Part 3, Excerpt from Meditation: The First and Last Freedom, by Osho. My favorite thing he says here is Don’t be a fighter, be a lover. Makes sense….A fighter feels the fight. A lover feels the gaps, the silence.
So what to do? The question is relevant. Watch–don’t try to stop. There is no need to do any action against the mind. In the first place, who will do it? It will be mind fighting mind itself. You will divide your mind into two; one that is trying to boss over, the top-dog, trying to kill the other part of itself–which is absurd. It is a foolish game. Don’t try to stop the mind or the thinking–just watch it, allow it. Allow it total freedom. Let it run as fast as it wants. You don’t try in any way to control it. You just be a witness. It is beautiful!
Mind is one of the most beautiful mechanisms. Science has not yet been able to create anything parallel to mind. Mind still remains the masterpiece–so complicated, so tremendously powerful, with so many potentialities. Watch it! Enjoy it!

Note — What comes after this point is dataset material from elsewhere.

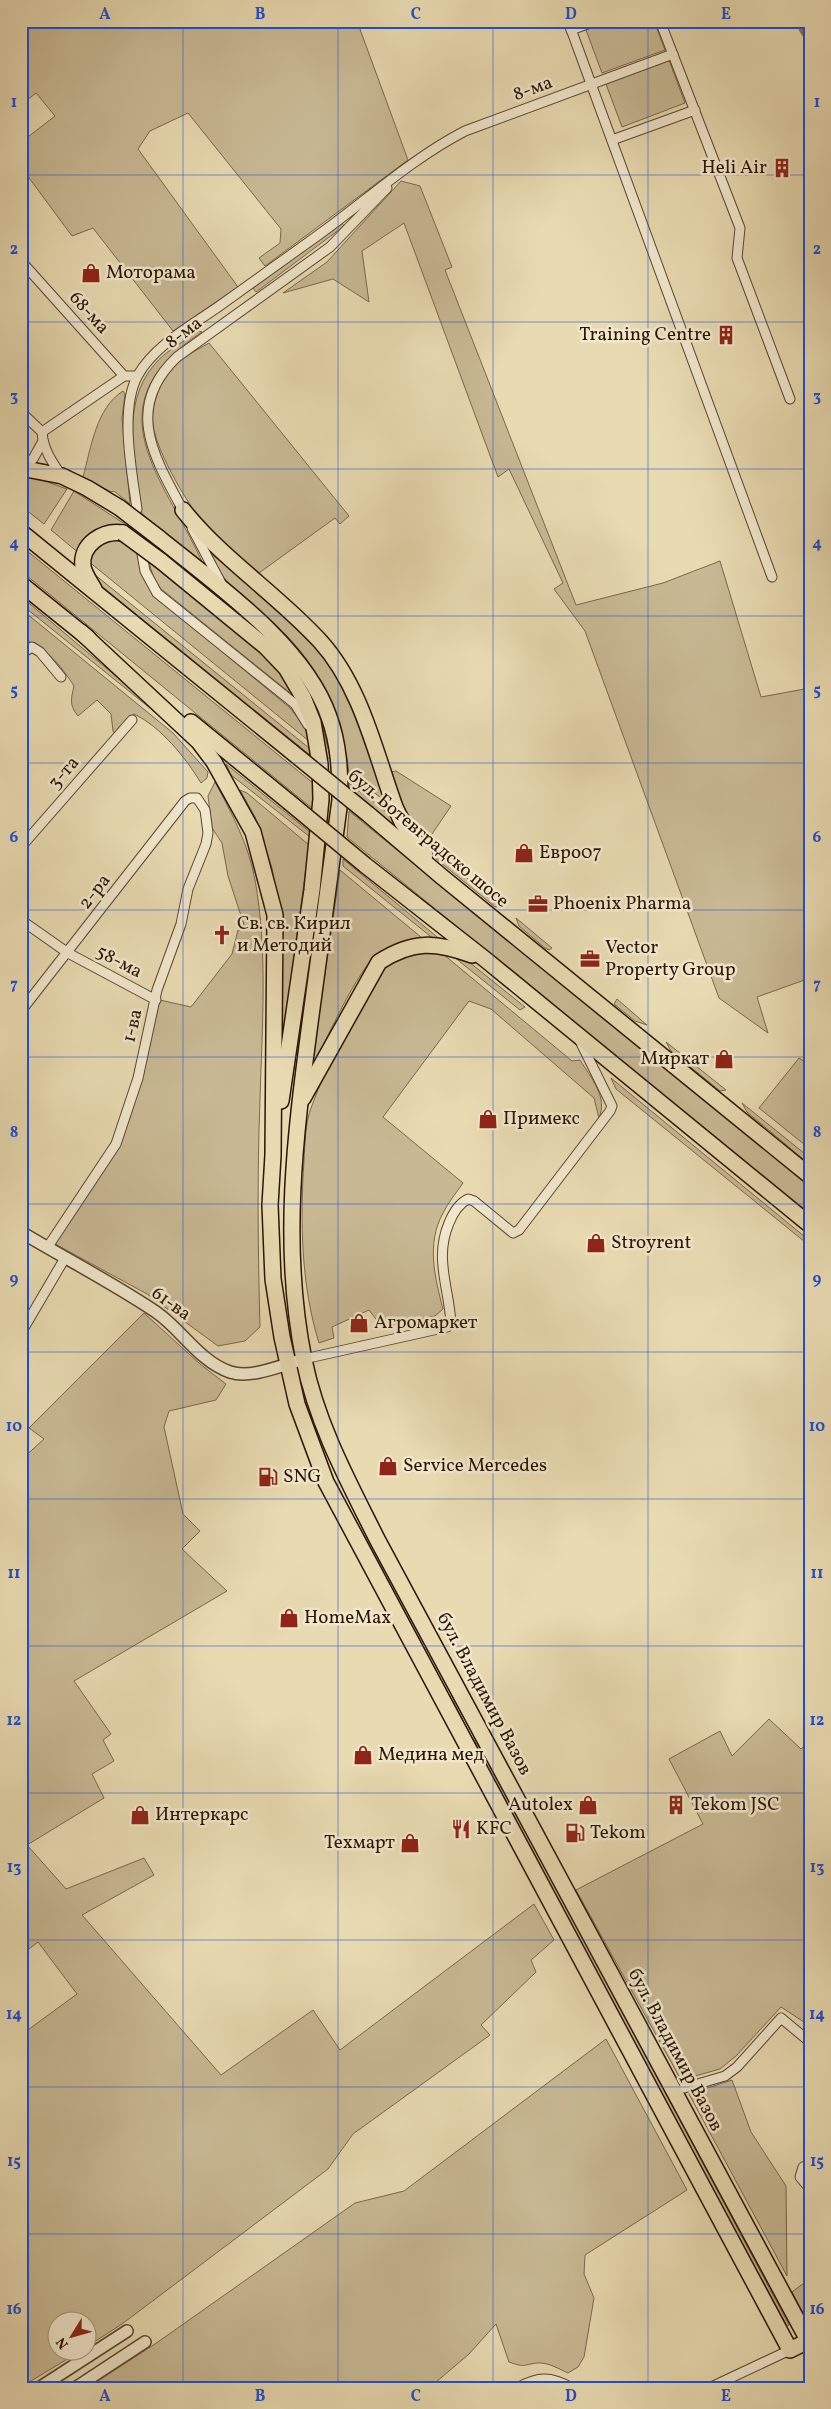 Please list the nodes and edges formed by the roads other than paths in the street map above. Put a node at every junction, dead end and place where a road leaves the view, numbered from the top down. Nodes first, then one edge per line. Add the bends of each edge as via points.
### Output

And don’t watch like an enemy, because if you look at the mind like an enemy, you cannot watch. You are already prejudiced; you are already against. You have already decided that something is wrong with the mind–you have already concluded. And whenever you look at somebody as an enemy you never look deep. You never look into the eyes; you avoid.
Watching the mind means: look at it with deep love, with deep respect, reverence–it is God’s gift to you! Nothing is wrong in thinking itself. It is a beautiful process as other processes are. Clouds moving in the sky are beautiful–why not thoughts moving in the inner sky? Flowers coming to the trees are beautiful–why not thoughts flowering in your being? The river running to the ocean is beautiful–why not this stream of thoughts running somewhere to an unknown destiny? Is it not beautiful?
Look with deep reverence. Don’t be a fighter, be a lover. Watch the subtle nuances of the mind; the sudden turns, the beautiful turns; the sudden jumps and leaps; the games that mind goes on playing; the dreams that it weaves–the imagination, the memory; the thousand and one projections that it creates. Watch! Standing there, not involved. By and by you will start feeling….
As your watchfulness becomes deeper, your awareness becomes deeper. Gaps start arising, intervals. One thought goes, another has not come; there is a gap. One cloud has passed, another is coming; there is a gap.
In those gaps, for the first time, you will have glimpses of no-mind. You will have the taste of no-mind. Call it the taste of Zen, or Tao, or Yoga. In those small intervals, suddenly the sky is clear and sun is shining. Suddenly the world is full of mystery because all barriers are dropped. The screen on your eyes is no longer there. You see clearly, you see penetratingly; the whole existence becomes transparent.
In the beginning, these will be just rare moments, few and far in between. But they will give you glimpses of what Samadhi is. Small pools of silence–they will come and they will disappear. But now you know that you are on the right track–you start watching again.